O subtítulo de "O Infinito em um Junco: A Invenção dos Livros no Mundo Antigo" nem começa a fazer justiça à amplitude de seus temas. Na verdade, o novo livro da espanhola Irene Vallejo, e primeiro a ser publicado no Brasil, é uma história do próprio conhecimento, de nossa luta humana contra a morte, contra a entropia, contra o olvido.
A princípio, não parece um tema que mobilizaria multidões de leitores. Ou, pelo menos, era o que Vallejo ouvia de todos. A editora de seus primeiros dois romances, mais direcionada à ficção, não quis publicar.
Ela mesmo considerava que seria sua obra menos comercial. Enquanto trabalhava, teve um parto de alto risco, seu filho nasceu com sérios problemas de saúde e seu pai recebeu um diagnóstico de câncer terminal.
"Esse livro nasceu como um refúgio para mim", disse Vallejo. Os agradecimentos à equipe de pediatria neonatal são daquelas linhas que falam volumes nas entrelinhas. Quando o hospital comemorou seu aniversário de 50 anos, Vallejo deu uma belíssima palestra.
Mas "O Infinito em um Junco", de tema aparentemente tão desinteressante, já vendeu 700 mil exemplares e foi traduzido para 39 línguas, inclusive para o inglês, sob o título "Papyrus", ou papiro. Por que tanto sucesso?
Apesar de teoricamente se restringir à invenção do livro no mundo greco-romano, o texto de Vallejo é repleto de curiosidades suculentas de todas as épocas e culturas. Por exemplo, no começo do cinema mudo, para aliviar a tensão da ausência de vozes, as primeiras sessões de filmes tinham "explicadores", um profissional que estava lá, ao vivo e presencialmente, lendo em voz alta os intertítulos para quem não sabia ler e também funcionando como mestre de cerimônias de modo geral.
No auge do cinema mudo, alguns explicadores ficaram famosos e atraíam as plateias tanto quanto o próprio filme. O irmão mais velho do cineasta Akira Kurosawa foi um deles, que se matou quando o cinema sonoro acabou com seu trabalho.
Ser uma excelente "explicadora" é justamente o maior mérito de Vallejo e a razão do merecido e milagroso sucesso do livro.
Apesar de suas credenciais acadêmicas impecáveis —tem doutorado em filologia clássica pelas universidades de Saragoça e de Florença—, o livro de Vallejo não é acadêmico, mas sim de divulgação científica.

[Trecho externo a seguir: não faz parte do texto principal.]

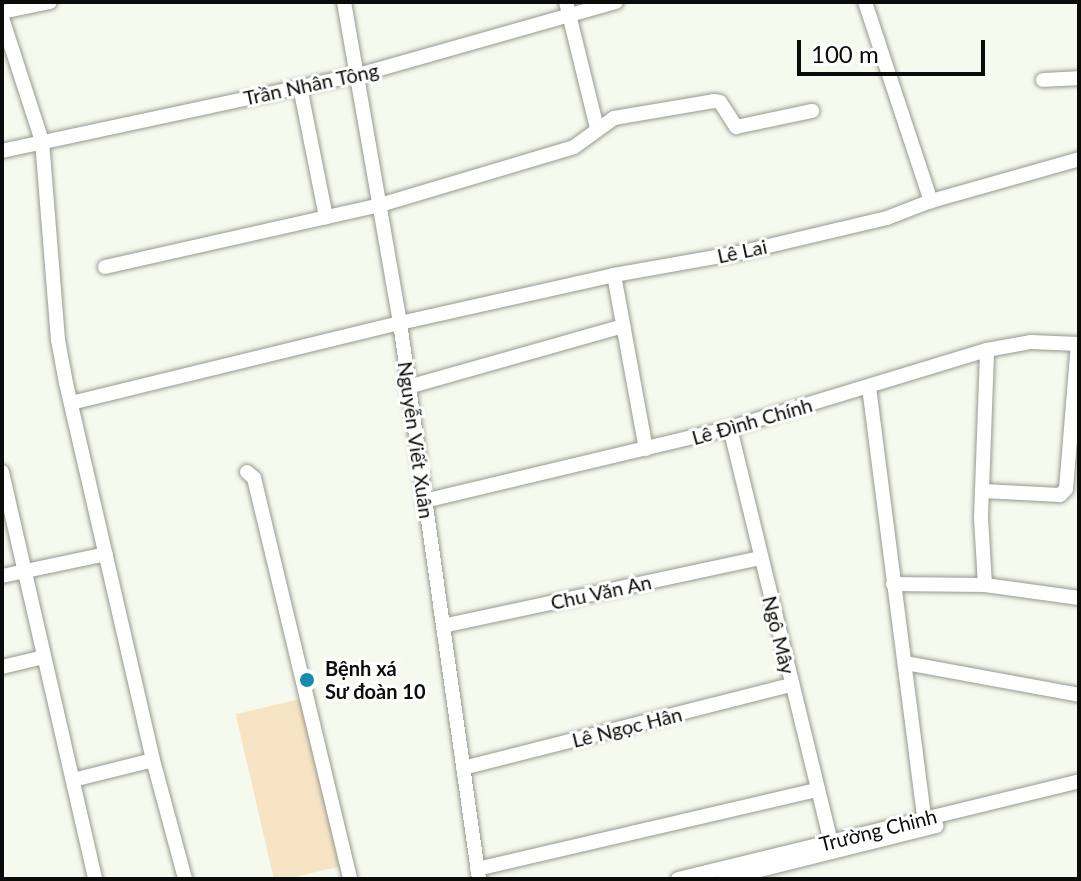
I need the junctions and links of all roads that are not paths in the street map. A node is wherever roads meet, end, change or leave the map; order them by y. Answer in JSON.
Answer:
{"nodes":[{"id":1,"x":50,"y":2,"type":"edge"},
{"id":2,"x":344,"y":2,"type":"edge"},
{"id":3,"x":616,"y":2,"type":"edge"},
{"id":4,"x":865,"y":2,"type":"edge"},
{"id":5,"x":568,"y":9,"type":"edge"},
{"id":6,"x":2,"y":12,"type":"edge"},
{"id":7,"x":2,"y":18,"type":"edge"},
{"id":8,"x":358,"y":75,"type":"junction"},
{"id":9,"x":1079,"y":78,"type":"edge"},
{"id":10,"x":1043,"y":80,"type":"dead end"},
{"id":11,"x":300,"y":87,"type":"junction"},
{"id":12,"x":812,"y":111,"type":"dead end"},
{"id":13,"x":597,"y":128,"type":"junction"},
{"id":14,"x":42,"y":141,"type":"junction"},
{"id":15,"x":2,"y":151,"type":"edge"},
{"id":16,"x":1079,"y":159,"type":"edge"},
{"id":17,"x":931,"y":201,"type":"junction"},
{"id":18,"x":380,"y":205,"type":"junction"},
{"id":19,"x":326,"y":217,"type":"junction"},
{"id":20,"x":105,"y":267,"type":"dead end"},
{"id":21,"x":614,"y":275,"type":"junction"},
{"id":22,"x":400,"y":323,"type":"junction"},
{"id":23,"x":624,"y":326,"type":"junction"},
{"id":24,"x":1079,"y":344,"type":"edge"},
{"id":25,"x":987,"y":350,"type":"junction"},
{"id":26,"x":408,"y":387,"type":"junction"},
{"id":27,"x":869,"y":387,"type":"junction"},
{"id":28,"x":71,"y":403,"type":"junction"},
{"id":29,"x":730,"y":428,"type":"junction"},
{"id":30,"x":646,"y":449,"type":"junction"},
{"id":31,"x":247,"y":472,"type":"dead end"},
{"id":32,"x":3,"y":481,"type":"edge"},
{"id":33,"x":983,"y":491,"type":"junction"},
{"id":34,"x":424,"y":501,"type":"junction"},
{"id":35,"x":106,"y":554,"type":"junction"},
{"id":36,"x":760,"y":558,"type":"junction"},
{"id":37,"x":25,"y":570,"type":"junction"},
{"id":38,"x":2,"y":576,"type":"edge"},
{"id":39,"x":893,"y":584,"type":"junction"},
{"id":40,"x":985,"y":585,"type":"junction"},
{"id":41,"x":1079,"y":598,"type":"edge"},
{"id":42,"x":443,"y":626,"type":"junction"},
{"id":43,"x":44,"y":657,"type":"junction"},
{"id":44,"x":905,"y":663,"type":"junction"},
{"id":45,"x":2,"y":667,"type":"edge"},
{"id":46,"x":791,"y":685,"type":"junction"},
{"id":47,"x":1079,"y":695,"type":"edge"},
{"id":48,"x":153,"y":760,"type":"junction"},
{"id":49,"x":463,"y":768,"type":"junction"},
{"id":50,"x":73,"y":780,"type":"junction"},
{"id":51,"x":1079,"y":781,"type":"edge"},
{"id":52,"x":817,"y":790,"type":"junction"},
{"id":53,"x":1079,"y":790,"type":"edge"},
{"id":54,"x":924,"y":819,"type":"junction"},
{"id":55,"x":831,"y":841,"type":"junction"},
{"id":56,"x":478,"y":874,"type":"edge"},
{"id":57,"x":95,"y":879,"type":"edge"},
{"id":58,"x":185,"y":879,"type":"edge"},
{"id":59,"x":350,"y":879,"type":"edge"},
{"id":60,"x":678,"y":879,"type":"edge"},
{"id":61,"x":724,"y":879,"type":"edge"}],
"edges":[{"from":1,"to":6,"type":"street"},
{"from":2,"to":8,"type":"street","name":"Nguyễn Viết Xuân"},
{"from":3,"to":5,"type":"street","name":"Trần Nhân Tông"},
{"from":4,"to":17,"type":"street"},
{"from":5,"to":8,"type":"street","name":"Trần Nhân Tông"},
{"from":5,"to":13,"type":"street"},
{"from":7,"to":14,"type":"street"},
{"from":8,"to":11,"type":"street","name":"Trần Nhân Tông"},
{"from":8,"to":18,"type":"street","name":"Nguyễn Viết Xuân"},
{"from":9,"to":10,"type":"street"},
{"from":11,"to":14,"type":"street","name":"Trần Nhân Tông"},
{"from":11,"to":19,"type":"street"},
{"from":12,"to":13,"type":"street"},
{"from":13,"to":18,"type":"street"},
{"from":14,"to":15,"type":"street","name":"Trần Nhân Tông"},
{"from":14,"to":28,"type":"street"},
{"from":16,"to":17,"type":"street","name":"Lê Lai"},
{"from":17,"to":21,"type":"street","name":"Lê Lai"},
{"from":18,"to":19,"type":"street"},
{"from":18,"to":22,"type":"street","name":"Nguyễn Viết Xuân"},
{"from":19,"to":20,"type":"street"},
{"from":21,"to":22,"type":"street","name":"Lê Lai"},
{"from":21,"to":23,"type":"street"},
{"from":22,"to":26,"type":"street","name":"Nguyễn Viết Xuân"},
{"from":22,"to":28,"type":"street","name":"Lê Lai"},
{"from":23,"to":26,"type":"street"},
{"from":23,"to":30,"type":"street"},
{"from":24,"to":25,"type":"street","name":"Lê Đình Chính"},
{"from":24,"to":33,"type":"street"},
{"from":25,"to":27,"type":"street","name":"Lê Đình Chính"},
{"from":25,"to":33,"type":"street"},
{"from":26,"to":34,"type":"street","name":"Nguyễn Viết Xuân"},
{"from":27,"to":29,"type":"street","name":"Lê Đình Chính"},
{"from":27,"to":39,"type":"street"},
{"from":28,"to":35,"type":"street"},
{"from":29,"to":30,"type":"street","name":"Lê Đình Chính"},
{"from":29,"to":36,"type":"street","name":"Ngô Mây"},
{"from":30,"to":34,"type":"street","name":"Lê Đình Chính"},
{"from":31,"to":59,"type":"street"},
{"from":32,"to":37,"type":"street"},
{"from":33,"to":40,"type":"street"},
{"from":34,"to":42,"type":"street","name":"Nguyễn Viết Xuân"},
{"from":35,"to":37,"type":"street"},
{"from":35,"to":48,"type":"street"},
{"from":36,"to":42,"type":"street","name":"Chu Văn An"},
{"from":36,"to":46,"type":"street","name":"Ngô Mây"},
{"from":37,"to":38,"type":"street"},
{"from":37,"to":43,"type":"street"},
{"from":39,"to":40,"type":"street"},
{"from":39,"to":44,"type":"street"},
{"from":40,"to":41,"type":"street"},
{"from":42,"to":49,"type":"street","name":"Nguyễn Viết Xuân"},
{"from":43,"to":45,"type":"street"},
{"from":43,"to":50,"type":"street"},
{"from":44,"to":47,"type":"street"},
{"from":44,"to":54,"type":"street"},
{"from":46,"to":49,"type":"street","name":"Lê Ngọc Hân"},
{"from":46,"to":52,"type":"street","name":"Ngô Mây"},
{"from":48,"to":50,"type":"street"},
{"from":48,"to":58,"type":"street"},
{"from":49,"to":56,"type":"street","name":"Nguyễn Viết Xuân"},
{"from":50,"to":57,"type":"street"},
{"from":51,"to":54,"type":"street","name":"Trường Chinh"},
{"from":52,"to":55,"type":"street","name":"Ngô Mây"},
{"from":52,"to":56,"type":"street"},
{"from":53,"to":61,"type":"street","name":"Trường Chinh"},
{"from":54,"to":55,"type":"street","name":"Trường Chinh"},
{"from":55,"to":60,"type":"street","name":"Trường Chinh"}]}
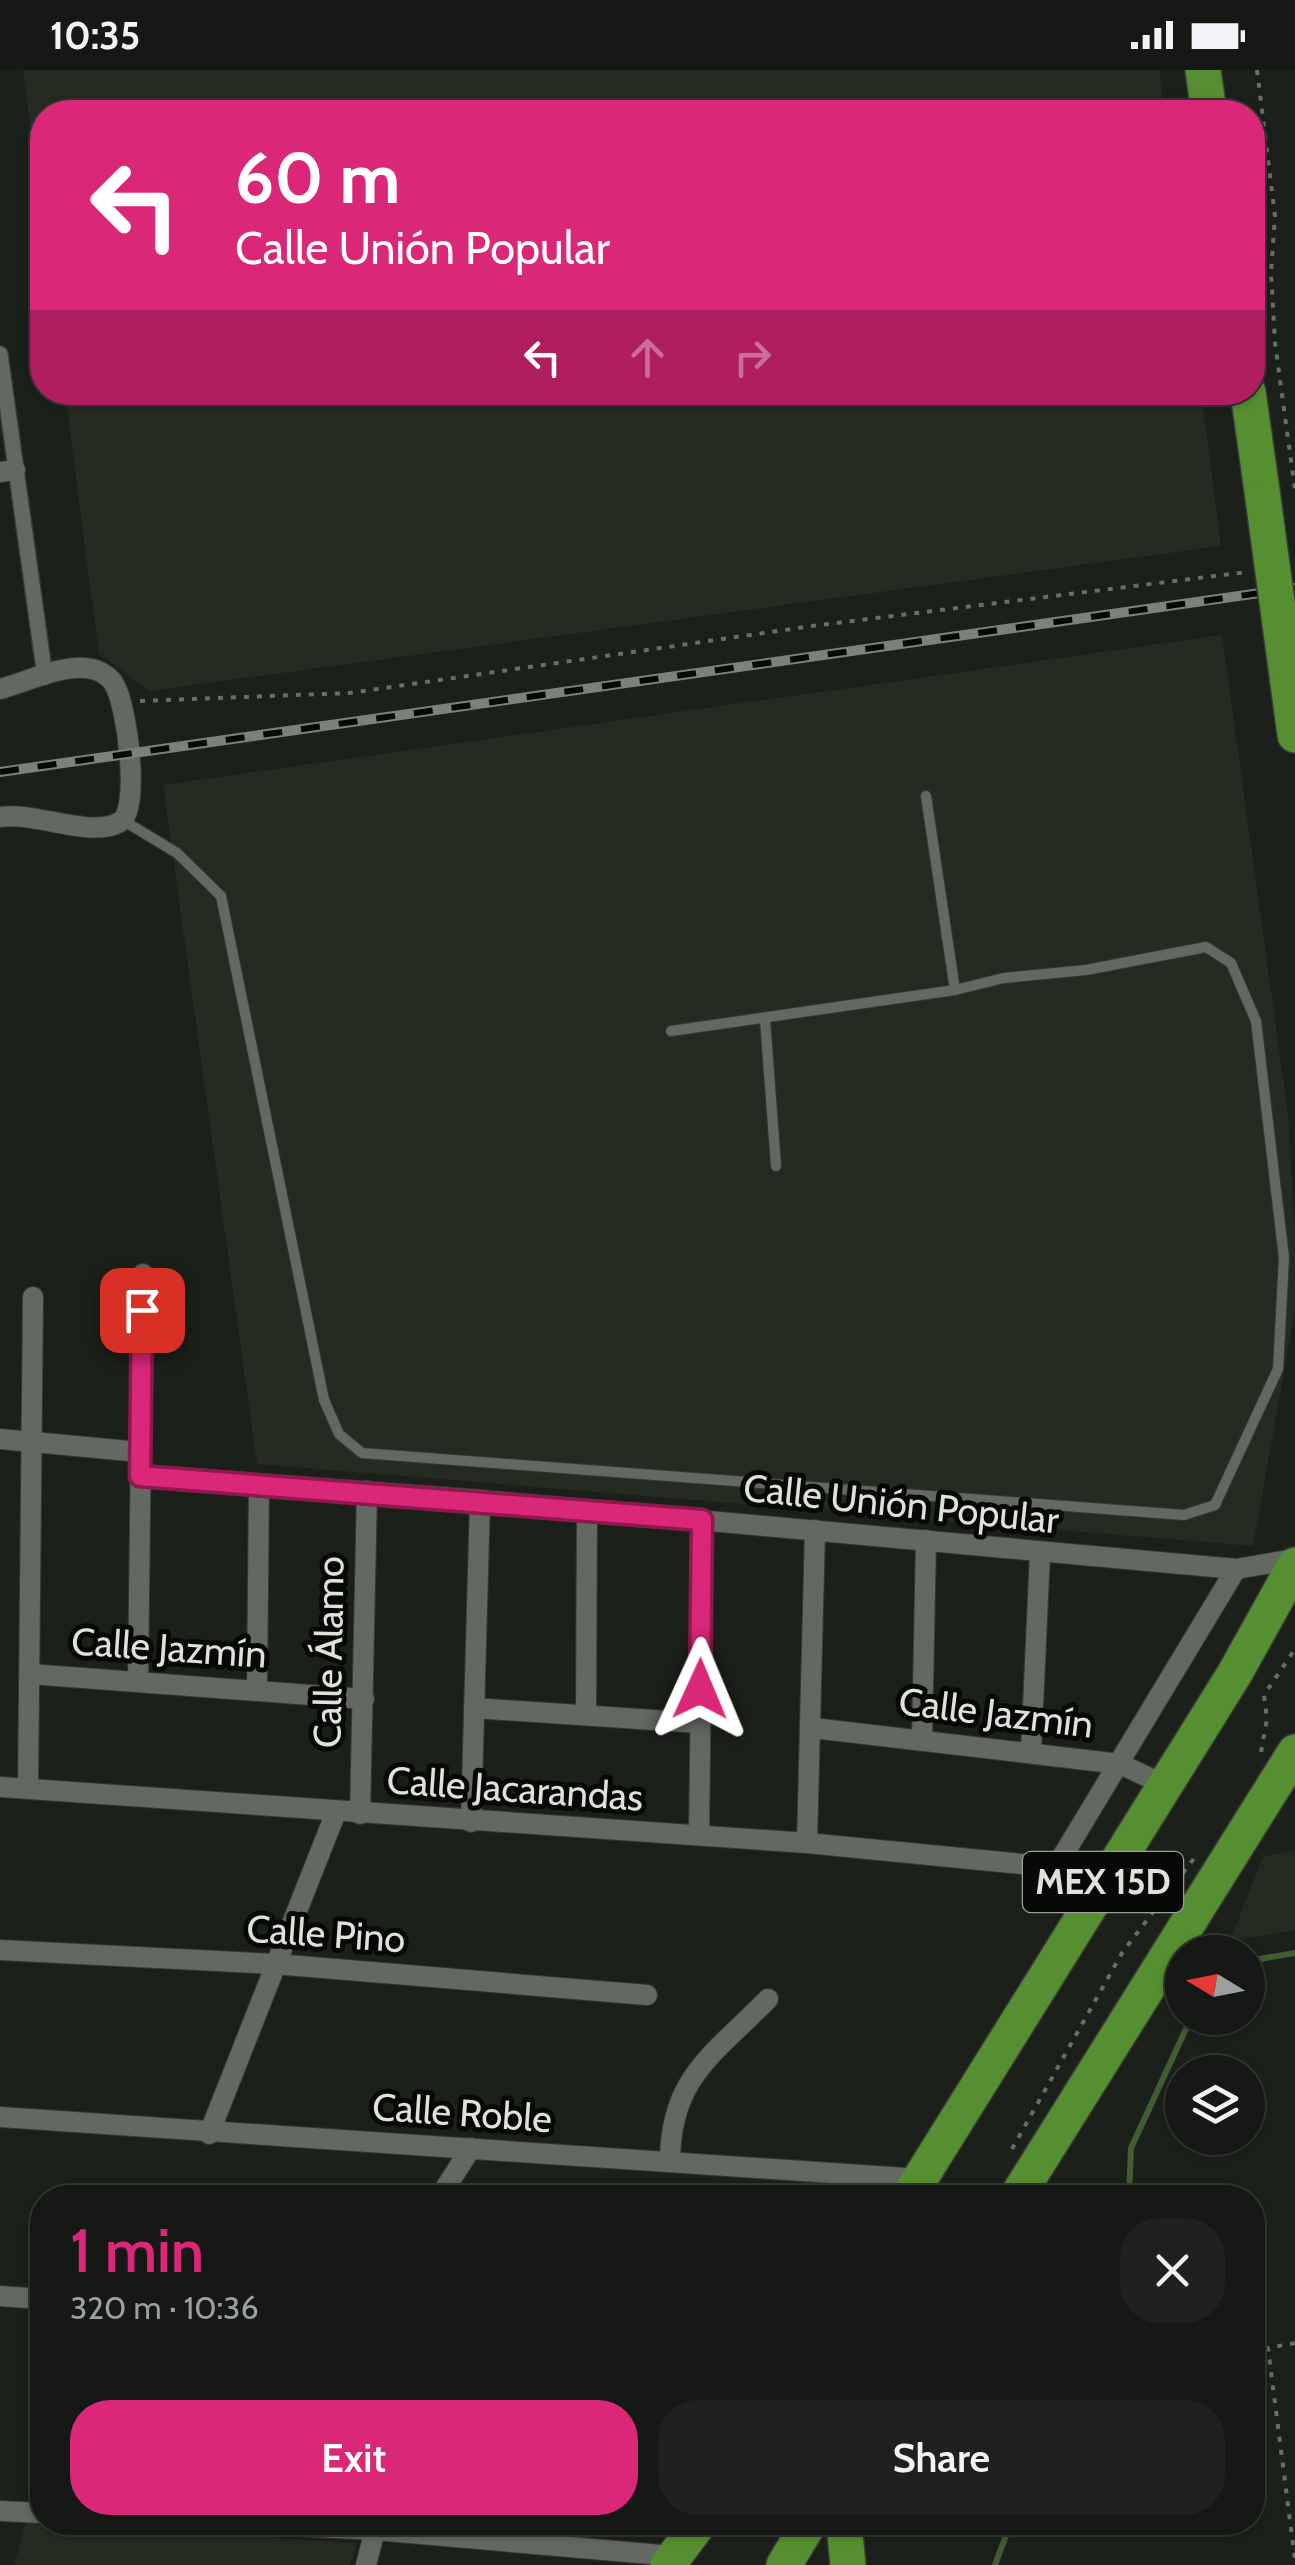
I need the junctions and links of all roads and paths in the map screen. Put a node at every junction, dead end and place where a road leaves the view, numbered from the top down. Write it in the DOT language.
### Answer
graph roads {
  1 [pos="1203,70"];
  2 [pos="1257,70"];
  3 [pos="1207,100"];
  4 [pos="1261,100"];
  5 [pos="1265,135"];
  6 [pos="0,354"];
  7 [pos="1252,405"];
  8 [pos="7,471"];
  9 [pos="1279,494"];
  10 [pos="1260,570"];
  11 [pos="45,677"];
  12 [pos="0,690"];
  13 [pos="120,702"];
  14 [pos="1295,734"];
  15 [pos="926,796"];
  16 [pos="0,817"];
  17 [pos="124,821"];
  18 [pos="956,990"];
  19 [pos="764,1019"];
  20 [pos="671,1031"];
  21 [pos="776,1166"];
  22 [pos="143,1274"];
  23 [pos="33,1297"];
  24 [pos="0,1439"];
  25 [pos="34,1442"];
  26 [pos="140,1452"];
  27 [pos="140,1476"];
  28 [pos="260,1484"];
  29 [pos="368,1491"];
  30 [pos="480,1500"];
  31 [pos="587,1510"];
  32 [pos="702,1520"];
  33 [pos="815,1530"];
  34 [pos="926,1540"];
  35 [pos="1040,1553"];
  36 [pos="1295,1562"];
  37 [pos="1236,1569"];
  38 [pos="1295,1649"];
  39 [pos="30,1674"];
  40 [pos="138,1680"];
  41 [pos="257,1689"];
  42 [pos="364,1700"];
  43 [pos="474,1708"];
  44 [pos="586,1714"];
  45 [pos="699,1723"];
  46 [pos="813,1728"];
  47 [pos="922,1739"];
  48 [pos="1031,1750"];
  49 [pos="1295,1752"];
  50 [pos="1255,1762"];
  51 [pos="1120,1764"];
  52 [pos="1166,1784"];
  53 [pos="0,1787"];
  54 [pos="28,1790"];
  55 [pos="336,1812"];
  56 [pos="360,1814"];
  57 [pos="472,1822"];
  58 [pos="699,1835"];
  59 [pos="808,1844"];
  60 [pos="1202,1848"];
  61 [pos="1056,1867"];
  62 [pos="1091,1902"];
  63 [pos="0,1950"];
  64 [pos="275,1964"];
  65 [pos="647,1994"];
  66 [pos="768,1999"];
  67 [pos="0,2117"];
  68 [pos="209,2134"];
  69 [pos="472,2148"];
  70 [pos="1047,2148"];
  71 [pos="1010,2159"];
  72 [pos="670,2162"];
  73 [pos="448,2185"];
  74 [pos="886,2185"];
  75 [pos="916,2185"];
  76 [pos="1024,2185"];
  77 [pos="1040,2185"];
  78 [pos="0,2296"];
  79 [pos="30,2298"];
  80 [pos="1295,2343"];
  81 [pos="0,2511"];
  82 [pos="30,2512"];
  83 [pos="374,2535"];
  84 [pos="424,2535"];
  85 [pos="690,2535"];
  86 [pos="845,2535"];
  87 [pos="671,2560"];
  88 [pos="1295,2560"];
  89 [pos="366,2565"];
  90 [pos="848,2565"];
  1 -- 3 [label="highway"];
  2 -- 4 [label="path"];
  5 -- 9 [label="path"];
  6 -- 8 [label="street"];
  7 -- 9 [label="highway"];
  8 -- 11 [label="street"];
  9 -- 14 [label="highway, bridge"];
  10 -- 13 [label="path"];
  11 -- 12 [label="street"];
  11 -- 13 [label="street"];
  13 -- 17 [label="street"];
  15 -- 18 [label="lane"];
  16 -- 17 [label="street"];
  17 -- 18 [label="lane"];
  18 -- 19 [label="lane"];
  19 -- 20 [label="lane"];
  19 -- 21 [label="lane"];
  22 -- 26 [label="street"];
  23 -- 25 [label="street"];
  24 -- 25 [label="street"];
  25 -- 26 [label="street"];
  25 -- 39 [label="street"];
  26 -- 27 [label="street"];
  27 -- 28 [label="street, Calle Unión Popular"];
  27 -- 40 [label="street"];
  28 -- 29 [label="street, Calle Unión Popular"];
  28 -- 41 [label="street"];
  29 -- 30 [label="street, Calle Unión Popular"];
  29 -- 42 [label="street, Calle Álamo"];
  30 -- 31 [label="street, Calle Unión Popular"];
  30 -- 43 [label="street"];
  31 -- 32 [label="street, Calle Unión Popular"];
  31 -- 44 [label="street"];
  32 -- 33 [label="street, Calle Unión Popular"];
  32 -- 45 [label="street"];
  33 -- 34 [label="street, Calle Unión Popular"];
  33 -- 46 [label="street"];
  34 -- 35 [label="street, Calle Unión Popular"];
  34 -- 47 [label="street"];
  35 -- 37 [label="street, Calle Unión Popular"];
  35 -- 48 [label="street"];
  36 -- 37 [label="street, Calle Unión Popular"];
  36 -- 52 [label="highway, MEX 15D"];
  37 -- 51 [label="street"];
  38 -- 50 [label="path"];
  39 -- 40 [label="street, Calle Jazmín"];
  39 -- 54 [label="street"];
  40 -- 41 [label="street, Calle Jazmín"];
  41 -- 42 [label="street, Calle Jazmín"];
  42 -- 56 [label="street, Calle Álamo"];
  43 -- 44 [label="street"];
  43 -- 57 [label="street"];
  44 -- 45 [label="street"];
  45 -- 58 [label="street"];
  46 -- 47 [label="street, Calle Jazmín"];
  46 -- 59 [label="street"];
  47 -- 48 [label="street, Calle Jazmín"];
  48 -- 51 [label="street, Calle Jazmín"];
  49 -- 70 [label="highway, MEX 15D"];
  51 -- 52 [label="street, Calle Jazmín"];
  51 -- 61 [label="street"];
  52 -- 62 [label="highway, MEX 15D"];
  53 -- 54 [label="street, Calle Jacarandas"];
  54 -- 55 [label="street, Calle Jacarandas"];
  55 -- 56 [label="street, Calle Jacarandas"];
  55 -- 64 [label="street"];
  56 -- 57 [label="street, Calle Jacarandas"];
  57 -- 58 [label="street, Calle Jacarandas"];
  58 -- 59 [label="street, Calle Jacarandas"];
  59 -- 61 [label="street, Calle Jacarandas"];
  60 -- 71 [label="path"];
  61 -- 62 [label="street"];
  62 -- 75 [label="highway, MEX 15D"];
  63 -- 64 [label="street, Calle Pino"];
  64 -- 65 [label="street, Calle Pino"];
  64 -- 68 [label="street"];
  66 -- 72 [label="street"];
  67 -- 68 [label="street, Calle Roble"];
  68 -- 69 [label="street, Calle Roble"];
  69 -- 72 [label="street, Calle Roble"];
  69 -- 73 [label="street"];
  70 -- 76 [label="highway, MEX 15D"];
  70 -- 77 [label="highway"];
  72 -- 74 [label="street, Calle Roble"];
  78 -- 79 [label="street"];
  80 -- 88 [label="path"];
  81 -- 82 [label="street"];
  83 -- 89 [label="street"];
  84 -- 87 [label="street"];
  85 -- 87 [label="highway"];
  86 -- 90 [label="highway"];
}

Acadêmicos em geral torcem o nariz para "explicadores", ou seja, para aqueles profissionais que, em vez de fazer pesquisa original, se dedicam a divulgar essas pesquisas para um público mais amplo. Por exemplo, a ciumeira de historiadores contra o excelente Laurentino Gomes. Mas, enquanto os acadêmicos estão encastelados em suas torres de marfim, o mundo aqui fora se torna cada vez mais terraplanista.
A grande originalidade dos sábios da Biblioteca de Alexandria foi entender que Antígona, Édipo e Medeia —esses seres de tinta e papiro ameaçados pelo esquecimento— deveriam viajar através dos séculos; que milhões de indivíduos ainda por nascer não poderiam ser privados desses personagens; que inspirariam as nossas rebeldias, nos lembrariam de como certas verdades podem ser dolorosas e revelariam os nossos meandros mais sombrios; que nos esbofeteariam toda vez que ficássemos orgulhosos demais da nossa condição de filhos do progresso; e que continuaríamos a nos importar com eles. Pela primeira vez, consideraram os direitos do futuro —os nossos
Em seus anos de sala de aula ensinando cultura clássica greco-romana, Vallejo aprendeu que, muitas vezes, as dúvidas mais interessantes e mais frutíferas de seus alunos eram práticas. Qual foi o primeiro alfabeto? E o primeiro livro? E a primeira biblioteca? E a primeira livraria? Como se lia na Antiguidade? Quando as mulheres começaram a ler? São perguntas como essas que "O Infinito em um Junco" busca responder.
Vallejo, além de mesclar saborosas narrativas íntimas com o mais cuidadoso rigor factual, consegue conectar a história antiga que está narrando com todo tipo de fenômeno cultural contemporâneo. O que nas mãos de outros autores seriam episódios exóticos e empoeirados, ela torna urgentes e relevantes.
Pelo dom de seu talento contagiante, Vallejo pega tudo aquilo que a fascina —o conhecimento, os livros, o cânone— e transforma em fascinante para nós também. Ela é, nas suas próprias palavras, "uma proselitista da fascinação".
"Passei dez anos lutando com um desassossego crescente. Escrevi todos os artigos e teses que o mundo acadêmico me pediu. Esse livro foi minha primeira rebelião. 'As Mil e Uma Noites', o 'Decamerão' dos livros."